1. Die Unfallversicherung ist begrenzt auf die Dienstreisetätigkeit, so werden die Beiträge als steuerfreie Reisekostenvergütung behandelt.

2. Die Unfallversicherung ist begrenzt auf die berufliche Tätigkeit, so wird der Beitragsanteil für die Dienstreisetätigkeit mit 40% festgesetzt und ist steuerfrei.
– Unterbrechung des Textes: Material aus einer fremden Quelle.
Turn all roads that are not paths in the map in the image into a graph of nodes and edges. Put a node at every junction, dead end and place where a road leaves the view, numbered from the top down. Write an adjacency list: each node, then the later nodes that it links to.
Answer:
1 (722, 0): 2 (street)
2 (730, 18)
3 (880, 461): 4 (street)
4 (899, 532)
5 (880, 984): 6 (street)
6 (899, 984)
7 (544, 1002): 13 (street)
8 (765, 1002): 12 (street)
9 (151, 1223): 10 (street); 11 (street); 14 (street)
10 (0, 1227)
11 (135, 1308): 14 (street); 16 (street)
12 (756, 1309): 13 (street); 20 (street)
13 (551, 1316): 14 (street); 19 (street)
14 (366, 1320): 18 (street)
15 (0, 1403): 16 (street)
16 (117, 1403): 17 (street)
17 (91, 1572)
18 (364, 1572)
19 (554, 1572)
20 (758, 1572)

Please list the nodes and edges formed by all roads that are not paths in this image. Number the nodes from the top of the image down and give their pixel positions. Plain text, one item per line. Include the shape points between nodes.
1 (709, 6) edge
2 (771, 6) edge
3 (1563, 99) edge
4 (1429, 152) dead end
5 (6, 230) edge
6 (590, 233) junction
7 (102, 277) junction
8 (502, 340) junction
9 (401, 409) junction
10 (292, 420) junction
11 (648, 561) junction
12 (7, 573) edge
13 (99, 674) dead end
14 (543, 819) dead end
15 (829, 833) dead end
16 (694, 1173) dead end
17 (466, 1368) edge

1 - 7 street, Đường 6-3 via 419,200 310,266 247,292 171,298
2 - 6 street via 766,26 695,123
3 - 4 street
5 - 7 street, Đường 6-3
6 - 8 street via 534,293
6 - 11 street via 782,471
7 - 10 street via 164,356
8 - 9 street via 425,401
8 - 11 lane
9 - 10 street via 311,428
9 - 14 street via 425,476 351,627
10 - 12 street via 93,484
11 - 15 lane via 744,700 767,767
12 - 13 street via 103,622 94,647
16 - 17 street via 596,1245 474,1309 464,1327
Die verbleibenden 60% für die berufliche Tätigkeit sind steuerpflichtiger Arbeitslohn.

3. Eine Unfallversicherung ohne Begrenzung des Tätigkeits- und Geltungsbereiches (24 Std. / weltweit) wird in den Betrieben üblicherweise mit einer Pauschalbesteuerung belegt, kann aber auch für die Variante zwei gewählt werden. Diese pauschale Besteuerung des Beitrages  ist möglich, wenn der steuerpflichtige Gesamtbetrag (ohne Versicherungssteuer) für alle Arbeitnehmer  62,00 Euro im Jahr nicht übersteigt. Mit dem steuerfreien Dienstreisebereich kann dies, nach Prüfung durch den Steuerberater möglicherweise auf 74,40 Euro im Jahr erhöht werden. Die Arbeitnehmer können die lohnsteuerpflichtigen Beitragsteile im Rahmen der Werbungs- und Sonderausgaben geltend machen.

Im Leistungsfall sind  die Leistungen als Einnahmen aus nichtselbständiger Arbeit anzugeben, soweit die Entschädigung ein Leistung für entgangene oder entgehende Einnahmen im Sinne des § 24 Abs. 1 des EStG darstellen, der Unfall im beruflichen Bereich eingetreten ist und die Beiträge ganz oder teilweise Werbungskosten oder steuerfreie Reisenebenkostenerstattungen waren.

* Alle diese Informationen sind vor einem Vertragsabschluß mit dem Steuerberater auf Ihre Unternehmensverhältnisse und auf Ihre Aktualität zu überprüfen!

 

Ein Kommentar zu “Gruppenunfallversicherung – die steuerliche Behandlung für die AN”

  1. Jasper sagt:

    Interessante Informationen! Ich werde mich damit mal genauer auseinander setzen! Warte auf die naechsten Eintraege!